PROVIDED DATA: Begin
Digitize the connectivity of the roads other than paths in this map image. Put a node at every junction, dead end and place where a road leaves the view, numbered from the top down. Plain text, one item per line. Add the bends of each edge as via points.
PROVIDED DATA: End
PROVIDED DATA: Begin
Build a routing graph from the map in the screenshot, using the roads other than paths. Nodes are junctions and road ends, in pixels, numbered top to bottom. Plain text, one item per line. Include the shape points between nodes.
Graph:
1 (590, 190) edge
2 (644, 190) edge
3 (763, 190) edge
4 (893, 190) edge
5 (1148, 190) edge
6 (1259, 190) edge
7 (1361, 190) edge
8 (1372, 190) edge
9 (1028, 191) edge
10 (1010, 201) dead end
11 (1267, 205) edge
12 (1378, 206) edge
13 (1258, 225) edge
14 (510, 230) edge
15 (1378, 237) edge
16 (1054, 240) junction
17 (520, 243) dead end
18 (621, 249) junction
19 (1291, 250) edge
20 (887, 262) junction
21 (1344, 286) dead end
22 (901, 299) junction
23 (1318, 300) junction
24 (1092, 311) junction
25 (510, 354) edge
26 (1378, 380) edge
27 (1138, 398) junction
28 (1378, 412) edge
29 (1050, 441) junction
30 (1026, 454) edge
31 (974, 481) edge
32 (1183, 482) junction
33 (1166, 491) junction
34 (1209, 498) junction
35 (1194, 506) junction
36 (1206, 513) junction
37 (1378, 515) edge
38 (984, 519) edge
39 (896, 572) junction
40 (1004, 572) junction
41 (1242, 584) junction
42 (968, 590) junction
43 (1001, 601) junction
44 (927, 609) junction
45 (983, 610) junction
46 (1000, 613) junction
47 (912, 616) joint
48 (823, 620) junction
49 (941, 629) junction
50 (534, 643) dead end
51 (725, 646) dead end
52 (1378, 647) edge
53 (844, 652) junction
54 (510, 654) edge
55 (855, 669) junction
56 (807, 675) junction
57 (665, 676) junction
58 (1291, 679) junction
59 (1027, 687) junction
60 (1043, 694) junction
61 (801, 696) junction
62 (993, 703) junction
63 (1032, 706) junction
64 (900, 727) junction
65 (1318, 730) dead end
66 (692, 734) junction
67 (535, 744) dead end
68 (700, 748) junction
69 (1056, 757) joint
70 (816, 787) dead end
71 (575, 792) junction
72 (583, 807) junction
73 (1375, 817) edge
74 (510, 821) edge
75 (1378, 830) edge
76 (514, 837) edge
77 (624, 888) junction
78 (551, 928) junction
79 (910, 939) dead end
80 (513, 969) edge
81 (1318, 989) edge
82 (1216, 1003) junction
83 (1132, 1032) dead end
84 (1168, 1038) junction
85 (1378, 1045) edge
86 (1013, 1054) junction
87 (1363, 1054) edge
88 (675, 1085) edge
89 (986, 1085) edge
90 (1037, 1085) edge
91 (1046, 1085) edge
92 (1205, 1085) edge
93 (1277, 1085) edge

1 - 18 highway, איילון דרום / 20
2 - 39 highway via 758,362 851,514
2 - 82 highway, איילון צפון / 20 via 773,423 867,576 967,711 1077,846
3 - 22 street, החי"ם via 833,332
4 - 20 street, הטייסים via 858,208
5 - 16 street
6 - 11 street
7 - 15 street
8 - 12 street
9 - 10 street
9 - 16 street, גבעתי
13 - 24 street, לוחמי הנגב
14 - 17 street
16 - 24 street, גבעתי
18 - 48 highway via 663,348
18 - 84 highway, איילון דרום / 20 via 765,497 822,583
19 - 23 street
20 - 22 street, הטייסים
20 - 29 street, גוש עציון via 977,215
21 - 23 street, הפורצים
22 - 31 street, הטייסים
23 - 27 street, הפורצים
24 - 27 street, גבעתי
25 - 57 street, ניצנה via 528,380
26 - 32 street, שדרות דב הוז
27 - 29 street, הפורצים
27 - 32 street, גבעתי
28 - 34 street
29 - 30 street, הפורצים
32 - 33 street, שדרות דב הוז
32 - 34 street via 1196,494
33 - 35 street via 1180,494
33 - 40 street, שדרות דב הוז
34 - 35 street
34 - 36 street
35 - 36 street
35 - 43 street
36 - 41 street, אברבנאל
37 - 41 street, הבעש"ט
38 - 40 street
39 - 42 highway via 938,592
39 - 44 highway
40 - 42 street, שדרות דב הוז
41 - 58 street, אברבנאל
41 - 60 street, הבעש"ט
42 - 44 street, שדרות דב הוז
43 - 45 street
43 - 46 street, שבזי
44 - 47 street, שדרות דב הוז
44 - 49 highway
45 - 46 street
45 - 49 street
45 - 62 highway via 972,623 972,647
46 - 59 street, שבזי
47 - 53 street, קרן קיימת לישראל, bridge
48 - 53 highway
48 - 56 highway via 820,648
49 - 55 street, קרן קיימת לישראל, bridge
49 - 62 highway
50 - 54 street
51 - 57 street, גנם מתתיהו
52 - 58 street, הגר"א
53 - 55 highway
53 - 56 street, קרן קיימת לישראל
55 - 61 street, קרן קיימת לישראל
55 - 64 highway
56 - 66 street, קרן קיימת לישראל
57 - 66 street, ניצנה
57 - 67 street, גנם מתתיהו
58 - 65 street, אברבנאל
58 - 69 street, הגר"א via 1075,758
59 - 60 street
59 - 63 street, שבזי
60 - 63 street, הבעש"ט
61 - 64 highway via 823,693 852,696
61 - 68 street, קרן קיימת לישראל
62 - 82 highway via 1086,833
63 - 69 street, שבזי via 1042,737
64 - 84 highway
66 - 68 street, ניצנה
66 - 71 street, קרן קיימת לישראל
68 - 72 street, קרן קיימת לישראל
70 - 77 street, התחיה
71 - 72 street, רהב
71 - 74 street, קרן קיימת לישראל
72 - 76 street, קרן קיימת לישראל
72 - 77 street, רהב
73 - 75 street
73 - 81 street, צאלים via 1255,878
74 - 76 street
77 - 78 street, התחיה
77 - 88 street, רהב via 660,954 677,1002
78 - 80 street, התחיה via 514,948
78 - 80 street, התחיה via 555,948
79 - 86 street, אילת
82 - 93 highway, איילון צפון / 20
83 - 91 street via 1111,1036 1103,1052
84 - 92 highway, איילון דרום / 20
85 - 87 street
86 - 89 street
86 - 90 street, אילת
PROVIDED DATA: End
**WORK REQUIRED**
On how many lines of the records above does the word "from" appear? Answer with only that number.

**REPLY TO THE EXERCISE**
2